Personal information
- Full name: Roston Lamar Chase
- Born: 22 March 1992 (age 34) Christ Church, Barbados
- Height: 196 cm (6 ft 5 in)
- Batting: Right-handed
- Bowling: Right-arm off-break
- Role: All-rounder

International information
- National side: West Indies (2016–present);
- Test debut (cap 307): 21 July 2016 v India
- Last Test: 25 June 2026 v Sri Lanka
- ODI debut (cap 178): 9 June 2017 v Afghanistan
- Last ODI: 6 June 2026 v Sri Lanka
- ODI shirt no.: 10
- T20I debut (cap 87): 29 October 2021 v Bangladesh
- Last T20I: 14 June 2026 v Sri Lanka

Domestic team information
- 2011–present: Barbados (squad no. 70)
- 2018: Barbados Tridents
- 2020–present: Saint Lucia Kings (squad no. 22)
- 2024: Comilla Victorians
- 2024/25: Guyana Amazon Warriors
- 2026: Pretoria Capitals

Career statistics
| Competition | Test | ODI | T20I | FC |
| Matches | 58 | 71 | 60 | 116 |
| Runs scored | 2,680 | 1,191 | 846 | 5,914 |
| Batting average | 26.01 | 25.89 | 23.50 | 33.41 |
| 100s/50s | 6/11 | 0/6 | 0/4 | 12/30 |
| Top score | 194 | 94 | 67* | 194 |
| Balls bowled | 7,749 | 2,548 | 916 | 13,564 |
| Wickets | 94 | 47 | 40 | 207 |
| Bowling average | 48.53 | 44.44 | 28.90 | 35.01 |
| 5 wickets in innings | 4 | 0 | 0 | 11 |
| 10 wickets in match | 0 | 0 | 0 | 2 |
| Best bowling | 8/60 | 3/30 | 3/12 | 8/60 |
| Catches/stumpings | 30/0 | 33/0 | 19/0 | 65/0 |
- Source: Cricinfo, 1 July 2026

= Roston Chase =

Barbadian cricketer (born 1992)

Roston Lamar Chase (born 22 March 1992) is a Barbadian cricketer who plays for the West Indies and Barbados.
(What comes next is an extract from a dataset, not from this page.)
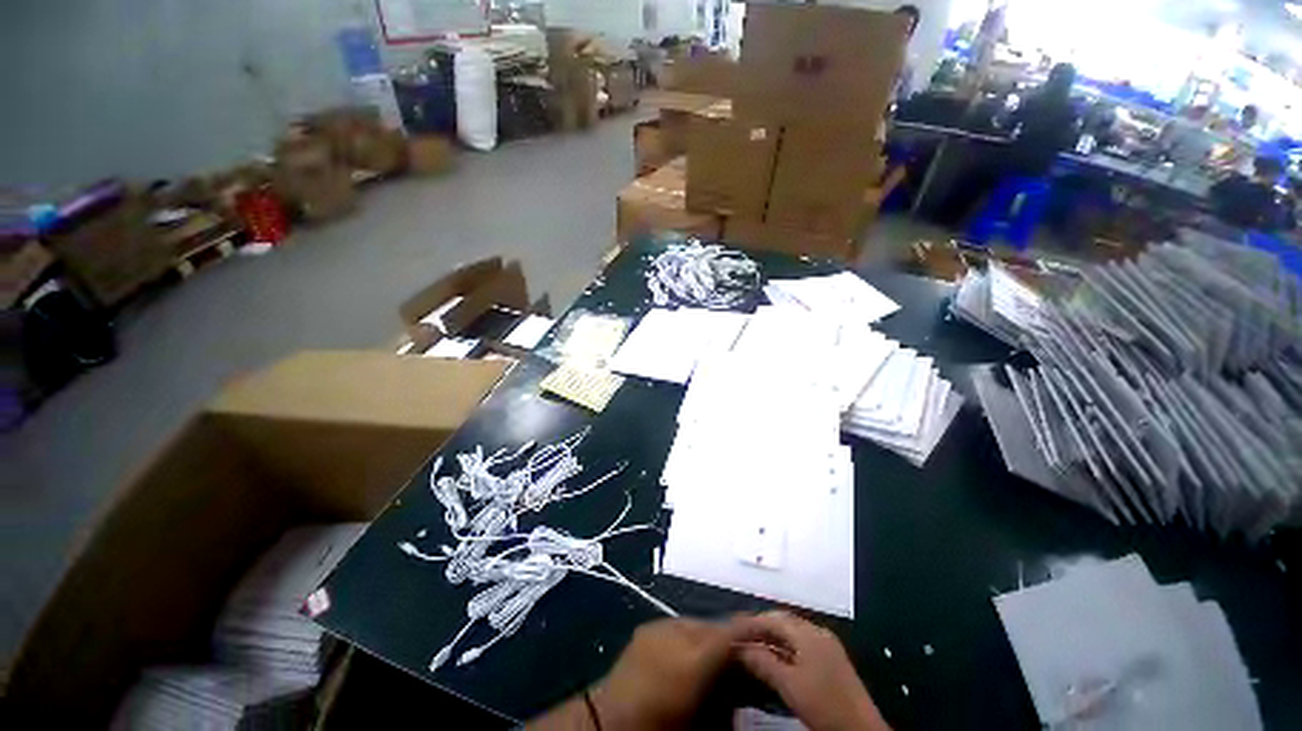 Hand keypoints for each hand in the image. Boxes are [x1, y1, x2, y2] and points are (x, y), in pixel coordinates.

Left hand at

An all-rounder, he is a right-handed batsman and a right-arm off spin bowler. In July 2017, he was named Cricketer of the Year and Test Cricketer of the Year by the West Indies Players' Association.

==Domestic career==
From the parish of Christ Church, Chase made his senior debut for Barbados during the 2010–11 Regional Four Day Competition, aged 18. After two matches in his debut season, he did not appear again until the 2012–13 competition, although he has since become a regular in the team. During the 2014–15 season, Chase scored a maiden first-class century, 120 not out from 241 balls against the Windward Islands. He finished the season with 534 runs from eight matches, which placed him fourth for Barbados and eighth in the overall competition. Chase continued his good form during the 2015–16 season, being named man of the match against the Leeward Islands after making 136 not out in his team's first innings.

In June 2018, Chase was named the Best Regional Limited-Overs Cricketer of the Year at the annual Cricket West Indies' Awards. Ahead of the 2018 Caribbean Premier League, he was named as one of five players to watch in the tournament.

In October 2018, Cricket West Indies (CWI) awarded Chase a red-ball contract for the 2018–19 season.

==International career==
In July 2016, Chase was named in the West Indies squad for their Test series against India. He made his Test debut for the West Indies on 21 July 2016. In his second Test match, Chase picked up his maiden five-wicket haul and scored a century to stave off a strong Indian bowling attack.

In June 2017, Chase was named in the West Indies One Day International (ODI) squad for their series against Afghanistan. He made his ODI debut for the West Indies, against Afghanistan on 9 June 2017.

On 26 January 2019, Chase achieved bowling figures of 8/60 in the fourth innings of the first Test against England in Barbados adding a 54 with the bat in the first innings.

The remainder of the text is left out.